The Unified Theory of Food Investing for Tech VCs

One of the aspects of running a venture fund that I am most excited about is turning over rocks that other VCs might not. I'm less likely to get excited about the next big photo sharing app coming out of YC, and more into going "where no VC has gone before."

Whatever I do, it needs to be in big enough spaces. What are the biggest opportunities?  To be really basic about it, everyone on the planet eats, sleeps, and poops--so you could start there. I don't think that there's much of an investable ecosystem around poop unless you're doing biofuels or chemicals around environmental remediation. Cross that off for most non-scientific tech VCs.

What about sleep? Well, I actually think this is a major category. It's absolutely no surprise to me that Sleep Cycle is one of the top paid apps. Everyone needs more sleep, and they're spending billions in drugs and expensive mattresses to get it. I'd love to see more done here.

What about food?

Well, there's no shortage of apps dedicated to helping me find the best restaurant, but that pretty much only covers city dwellers that don't have kids--a small percentage of the world in the grand scheme of things as opposed to just "people who eat."

So how do you get into all other aspects of our eating of you're looking for a monster play?

The category is called food systems and it is huge.
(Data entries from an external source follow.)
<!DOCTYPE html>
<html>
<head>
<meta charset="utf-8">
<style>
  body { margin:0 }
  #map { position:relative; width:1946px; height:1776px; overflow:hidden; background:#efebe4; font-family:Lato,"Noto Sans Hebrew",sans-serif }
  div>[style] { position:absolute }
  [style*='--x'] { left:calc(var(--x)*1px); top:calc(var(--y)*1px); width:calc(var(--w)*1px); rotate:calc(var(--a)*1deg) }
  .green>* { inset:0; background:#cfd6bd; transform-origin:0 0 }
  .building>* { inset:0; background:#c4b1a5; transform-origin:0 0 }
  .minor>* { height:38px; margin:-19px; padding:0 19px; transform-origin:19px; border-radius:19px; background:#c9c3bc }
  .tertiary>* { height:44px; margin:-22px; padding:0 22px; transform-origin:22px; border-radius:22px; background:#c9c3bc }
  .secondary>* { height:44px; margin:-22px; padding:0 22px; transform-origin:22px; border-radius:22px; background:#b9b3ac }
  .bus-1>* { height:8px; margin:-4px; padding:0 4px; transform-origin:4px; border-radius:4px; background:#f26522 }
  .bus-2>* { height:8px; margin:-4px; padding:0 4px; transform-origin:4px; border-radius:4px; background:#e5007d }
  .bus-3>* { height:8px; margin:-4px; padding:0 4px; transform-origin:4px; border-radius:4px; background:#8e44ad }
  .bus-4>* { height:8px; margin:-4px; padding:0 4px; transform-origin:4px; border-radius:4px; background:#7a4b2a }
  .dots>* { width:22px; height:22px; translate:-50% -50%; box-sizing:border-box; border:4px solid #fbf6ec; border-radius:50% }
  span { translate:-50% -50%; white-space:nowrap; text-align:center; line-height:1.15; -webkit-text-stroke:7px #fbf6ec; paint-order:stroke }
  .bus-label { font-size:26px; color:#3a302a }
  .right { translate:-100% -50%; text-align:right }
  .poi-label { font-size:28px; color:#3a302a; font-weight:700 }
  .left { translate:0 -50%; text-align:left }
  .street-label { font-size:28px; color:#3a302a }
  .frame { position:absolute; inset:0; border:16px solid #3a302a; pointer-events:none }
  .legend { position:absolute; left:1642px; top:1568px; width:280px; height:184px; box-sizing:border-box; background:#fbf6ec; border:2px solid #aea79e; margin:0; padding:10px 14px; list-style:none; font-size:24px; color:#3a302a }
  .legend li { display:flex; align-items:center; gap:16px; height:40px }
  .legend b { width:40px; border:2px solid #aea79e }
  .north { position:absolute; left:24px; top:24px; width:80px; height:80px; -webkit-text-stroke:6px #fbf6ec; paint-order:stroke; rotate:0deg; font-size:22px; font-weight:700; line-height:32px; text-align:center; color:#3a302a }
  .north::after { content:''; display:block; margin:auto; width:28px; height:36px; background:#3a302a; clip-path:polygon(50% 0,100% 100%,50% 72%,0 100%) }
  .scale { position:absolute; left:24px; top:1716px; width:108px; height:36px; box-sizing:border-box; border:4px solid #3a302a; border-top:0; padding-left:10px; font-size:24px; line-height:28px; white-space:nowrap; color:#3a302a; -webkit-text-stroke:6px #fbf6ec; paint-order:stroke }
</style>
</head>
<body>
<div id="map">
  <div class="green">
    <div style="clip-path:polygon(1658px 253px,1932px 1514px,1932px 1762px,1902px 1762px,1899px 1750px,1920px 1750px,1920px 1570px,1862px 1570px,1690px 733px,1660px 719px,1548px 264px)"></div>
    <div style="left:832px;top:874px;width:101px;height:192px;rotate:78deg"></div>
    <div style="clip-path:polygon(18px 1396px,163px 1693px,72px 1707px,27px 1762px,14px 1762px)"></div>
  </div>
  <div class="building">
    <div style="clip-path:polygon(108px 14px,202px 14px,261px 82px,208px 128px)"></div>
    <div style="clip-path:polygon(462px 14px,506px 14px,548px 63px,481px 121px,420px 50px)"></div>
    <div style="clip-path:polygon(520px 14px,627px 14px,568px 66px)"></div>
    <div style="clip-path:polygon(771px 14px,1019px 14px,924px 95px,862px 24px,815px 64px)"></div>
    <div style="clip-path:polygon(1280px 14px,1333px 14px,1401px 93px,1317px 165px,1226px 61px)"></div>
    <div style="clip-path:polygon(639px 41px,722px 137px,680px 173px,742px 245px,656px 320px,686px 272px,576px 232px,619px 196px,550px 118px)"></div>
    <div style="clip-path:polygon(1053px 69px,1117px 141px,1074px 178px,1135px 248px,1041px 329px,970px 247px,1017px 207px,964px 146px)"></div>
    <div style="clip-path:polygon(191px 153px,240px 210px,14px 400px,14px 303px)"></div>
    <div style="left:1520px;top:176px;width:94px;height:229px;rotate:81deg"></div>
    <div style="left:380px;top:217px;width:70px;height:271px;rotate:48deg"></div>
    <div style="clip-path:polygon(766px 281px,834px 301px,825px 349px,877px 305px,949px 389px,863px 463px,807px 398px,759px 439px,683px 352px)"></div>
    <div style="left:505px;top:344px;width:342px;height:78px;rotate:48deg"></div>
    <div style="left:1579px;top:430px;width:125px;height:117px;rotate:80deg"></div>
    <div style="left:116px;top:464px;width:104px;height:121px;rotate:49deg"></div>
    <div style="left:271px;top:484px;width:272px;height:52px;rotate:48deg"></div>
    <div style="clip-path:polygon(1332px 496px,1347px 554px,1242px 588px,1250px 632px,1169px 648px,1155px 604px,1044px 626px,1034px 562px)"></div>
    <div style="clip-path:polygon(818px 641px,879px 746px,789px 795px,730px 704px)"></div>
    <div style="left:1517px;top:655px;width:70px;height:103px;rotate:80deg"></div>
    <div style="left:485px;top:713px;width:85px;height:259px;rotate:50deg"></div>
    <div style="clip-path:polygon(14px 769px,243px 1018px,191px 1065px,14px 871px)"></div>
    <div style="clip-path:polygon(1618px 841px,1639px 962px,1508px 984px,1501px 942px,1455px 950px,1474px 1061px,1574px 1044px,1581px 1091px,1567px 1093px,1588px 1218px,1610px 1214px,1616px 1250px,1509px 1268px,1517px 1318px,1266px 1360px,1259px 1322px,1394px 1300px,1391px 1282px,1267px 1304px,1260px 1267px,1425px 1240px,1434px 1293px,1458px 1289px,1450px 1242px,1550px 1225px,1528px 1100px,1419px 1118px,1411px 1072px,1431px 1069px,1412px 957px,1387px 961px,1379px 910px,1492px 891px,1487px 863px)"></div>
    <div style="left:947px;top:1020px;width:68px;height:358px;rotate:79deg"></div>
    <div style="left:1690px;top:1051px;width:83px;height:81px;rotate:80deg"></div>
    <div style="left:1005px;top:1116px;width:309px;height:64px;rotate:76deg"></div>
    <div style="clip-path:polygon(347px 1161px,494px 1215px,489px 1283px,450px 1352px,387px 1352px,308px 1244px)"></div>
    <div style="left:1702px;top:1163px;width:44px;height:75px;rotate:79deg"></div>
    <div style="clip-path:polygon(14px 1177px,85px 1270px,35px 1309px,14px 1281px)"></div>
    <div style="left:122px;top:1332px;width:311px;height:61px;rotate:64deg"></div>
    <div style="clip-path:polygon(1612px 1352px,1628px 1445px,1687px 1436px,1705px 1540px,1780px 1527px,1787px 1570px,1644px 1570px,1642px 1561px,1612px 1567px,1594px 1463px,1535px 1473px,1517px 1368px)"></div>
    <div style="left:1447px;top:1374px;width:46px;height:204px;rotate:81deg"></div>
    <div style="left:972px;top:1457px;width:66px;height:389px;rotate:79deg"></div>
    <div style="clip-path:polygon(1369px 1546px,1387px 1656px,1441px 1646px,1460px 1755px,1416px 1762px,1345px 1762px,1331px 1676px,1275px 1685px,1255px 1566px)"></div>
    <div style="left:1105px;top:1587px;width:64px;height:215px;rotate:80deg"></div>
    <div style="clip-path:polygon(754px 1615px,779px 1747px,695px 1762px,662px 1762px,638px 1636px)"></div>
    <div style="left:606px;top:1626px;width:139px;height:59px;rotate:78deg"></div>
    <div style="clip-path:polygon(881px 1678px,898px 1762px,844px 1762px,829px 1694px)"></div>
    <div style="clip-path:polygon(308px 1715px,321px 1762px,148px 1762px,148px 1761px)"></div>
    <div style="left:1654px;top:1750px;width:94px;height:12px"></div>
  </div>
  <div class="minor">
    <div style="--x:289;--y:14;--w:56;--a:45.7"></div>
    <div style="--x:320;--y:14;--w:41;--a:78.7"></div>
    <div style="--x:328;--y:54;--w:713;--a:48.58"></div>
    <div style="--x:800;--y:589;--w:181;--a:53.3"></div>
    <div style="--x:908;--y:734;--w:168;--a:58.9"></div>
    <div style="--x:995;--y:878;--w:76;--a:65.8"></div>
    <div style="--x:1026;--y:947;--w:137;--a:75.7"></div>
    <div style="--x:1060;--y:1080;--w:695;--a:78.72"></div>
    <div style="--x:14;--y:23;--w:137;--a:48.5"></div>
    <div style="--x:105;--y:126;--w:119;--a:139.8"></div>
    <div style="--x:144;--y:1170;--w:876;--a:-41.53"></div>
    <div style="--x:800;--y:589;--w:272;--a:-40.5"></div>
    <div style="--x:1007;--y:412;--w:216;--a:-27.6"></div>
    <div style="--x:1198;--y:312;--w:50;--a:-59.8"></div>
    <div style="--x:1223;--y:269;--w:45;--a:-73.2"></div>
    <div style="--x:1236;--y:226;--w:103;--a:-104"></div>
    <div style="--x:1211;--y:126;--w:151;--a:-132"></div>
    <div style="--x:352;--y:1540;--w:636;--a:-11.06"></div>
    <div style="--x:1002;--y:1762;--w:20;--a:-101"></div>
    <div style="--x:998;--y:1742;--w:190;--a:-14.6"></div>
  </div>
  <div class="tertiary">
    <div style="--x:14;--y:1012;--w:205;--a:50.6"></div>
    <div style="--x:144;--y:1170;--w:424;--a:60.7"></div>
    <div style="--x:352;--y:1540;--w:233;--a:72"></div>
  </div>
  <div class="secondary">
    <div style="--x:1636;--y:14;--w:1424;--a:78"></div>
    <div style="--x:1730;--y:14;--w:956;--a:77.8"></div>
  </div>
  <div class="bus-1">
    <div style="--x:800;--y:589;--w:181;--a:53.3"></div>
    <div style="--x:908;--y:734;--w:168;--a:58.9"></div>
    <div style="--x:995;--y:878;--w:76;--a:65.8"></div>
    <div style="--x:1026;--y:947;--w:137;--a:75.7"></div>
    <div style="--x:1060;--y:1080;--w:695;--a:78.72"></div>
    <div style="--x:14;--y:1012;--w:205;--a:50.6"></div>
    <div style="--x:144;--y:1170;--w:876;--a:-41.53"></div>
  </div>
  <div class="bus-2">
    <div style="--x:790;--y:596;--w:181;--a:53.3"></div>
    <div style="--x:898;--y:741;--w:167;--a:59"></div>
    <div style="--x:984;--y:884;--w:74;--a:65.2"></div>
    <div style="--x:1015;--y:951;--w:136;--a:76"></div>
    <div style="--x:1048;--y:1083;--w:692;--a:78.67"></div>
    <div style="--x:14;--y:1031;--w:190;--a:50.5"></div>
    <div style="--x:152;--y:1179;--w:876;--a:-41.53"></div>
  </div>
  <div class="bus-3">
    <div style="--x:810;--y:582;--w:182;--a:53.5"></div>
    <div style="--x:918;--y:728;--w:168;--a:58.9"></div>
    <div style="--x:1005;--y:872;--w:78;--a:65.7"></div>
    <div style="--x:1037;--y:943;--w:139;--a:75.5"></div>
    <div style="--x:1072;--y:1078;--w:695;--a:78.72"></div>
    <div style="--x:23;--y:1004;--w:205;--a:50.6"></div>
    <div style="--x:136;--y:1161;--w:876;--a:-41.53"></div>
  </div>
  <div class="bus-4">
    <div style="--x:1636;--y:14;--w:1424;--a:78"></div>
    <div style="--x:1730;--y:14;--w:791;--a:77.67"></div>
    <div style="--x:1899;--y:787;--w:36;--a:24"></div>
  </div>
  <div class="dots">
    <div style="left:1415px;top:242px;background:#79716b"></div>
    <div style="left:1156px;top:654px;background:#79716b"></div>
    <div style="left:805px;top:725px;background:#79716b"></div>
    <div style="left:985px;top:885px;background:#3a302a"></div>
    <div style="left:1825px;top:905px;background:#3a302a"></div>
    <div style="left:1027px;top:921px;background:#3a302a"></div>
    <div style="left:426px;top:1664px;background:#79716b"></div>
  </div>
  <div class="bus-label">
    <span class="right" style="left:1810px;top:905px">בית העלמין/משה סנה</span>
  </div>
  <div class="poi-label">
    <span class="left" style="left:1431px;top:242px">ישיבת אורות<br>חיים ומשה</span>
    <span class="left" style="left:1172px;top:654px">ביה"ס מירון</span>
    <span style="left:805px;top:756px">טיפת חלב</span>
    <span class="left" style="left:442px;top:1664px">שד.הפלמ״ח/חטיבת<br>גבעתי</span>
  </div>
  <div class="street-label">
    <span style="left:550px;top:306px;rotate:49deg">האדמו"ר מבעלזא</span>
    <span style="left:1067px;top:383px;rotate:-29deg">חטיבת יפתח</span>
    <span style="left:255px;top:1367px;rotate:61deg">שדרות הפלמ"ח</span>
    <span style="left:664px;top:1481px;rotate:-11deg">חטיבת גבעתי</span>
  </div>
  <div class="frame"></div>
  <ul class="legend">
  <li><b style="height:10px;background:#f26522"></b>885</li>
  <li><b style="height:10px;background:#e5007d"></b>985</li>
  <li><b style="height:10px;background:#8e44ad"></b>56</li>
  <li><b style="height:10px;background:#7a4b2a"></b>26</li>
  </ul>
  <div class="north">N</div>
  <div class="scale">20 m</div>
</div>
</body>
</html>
The industries involved in getting food literally from farm to table is enormous--bigger than most areas tech VCs are investing in now.  One of the key trends in food systems?  It's actually quite simple:

The distance from where my food is grown to where I eat it must shrink.

That's kind of it in a nutshell.  We simply can no longer afford to centralize all our farming to just a few overplanted areas, depleating the soil of nutrients, and then shipping that vacous food all over the world at a huge carbon footprint expense.  Even things like increasing yield are most applicable to difficult to farm areas that are nearer to lots of people. 

There will undoubtedly not be a single solution, but many, enabling everyone, in the next five years, to decrease their farm to table distance.  We simply have to.  It's not clear that we can reverse climate change, but we can't have water creeping up our shores a foot in the next decade or two.

That shift towards more local sourcing is going to happen in a number of ways.  CSAs and other forms of member organizations will enable local farms to create more economically viable models.  That's why Sherbrooke and Benchmark just put $8mm into Farmingo, to support these food communities via social software.  Plovgh is working on something similar as well.

Even if you're not a part of a food community, you could be buying a lot more local than you think.  Brightfarms, which got $4mm in venture capital, sets up indoor farms inside your local supermarket or on rooftops.  They're building the largest rooftop farm right here in Brooklyn.

What about in your own backyard?  BKFarmyards will let you trade your backyard space for a share in a local CSA happening on your own property which they teach you how to farm.

Windowfarms will put the power of growing--and connecting to a social community of 40,000 strong--right in your home.  Their indoor food systems had a hugely successful Kickstarter and will top those sales before the year is out--and that's even before their social community has even hit its 1.0 version.  I like to think of Windowfarms as "Makerbot for food", because you've got a physical object that makes things, connected to an information sharing community.

Will any of these models be the single solution to our food sourcing issues?  No. 

Will they all be part of a movement to get a lot more conscious about our own ecological footprints, where our food comes from, and it's quality?  Absolutely. 

This is a titanic shift--think PC, mobile...  like, landscape changing, literally.  Think about what our urban landscapes will look like when we're striving to cover every inch of rooftop with something that grows--and what kinds of technologies, businesses and jobs that will create.

I think the key to getting tech investors over the hump on a lot of these opportunities is seeing them for what they are--not "food" investments, but just applied technology models--SaaS, Social Commerce, etc.  An investor in Farmingo is investing in commerce.  A Brightfarms investor is counting on economics and sales cycles that will look enterprisey.  Windowfarms?  It's not about the plants--it's about social commerce.  You buy a tower, connect it to a community, now others want it.  You grow dino kale and others see your progress with it, now other people want it, too.

I'd love to hear from more investors that see food systems as an opportunity or want to know more about it--or just people who are bored investing in yet another photo sharing app.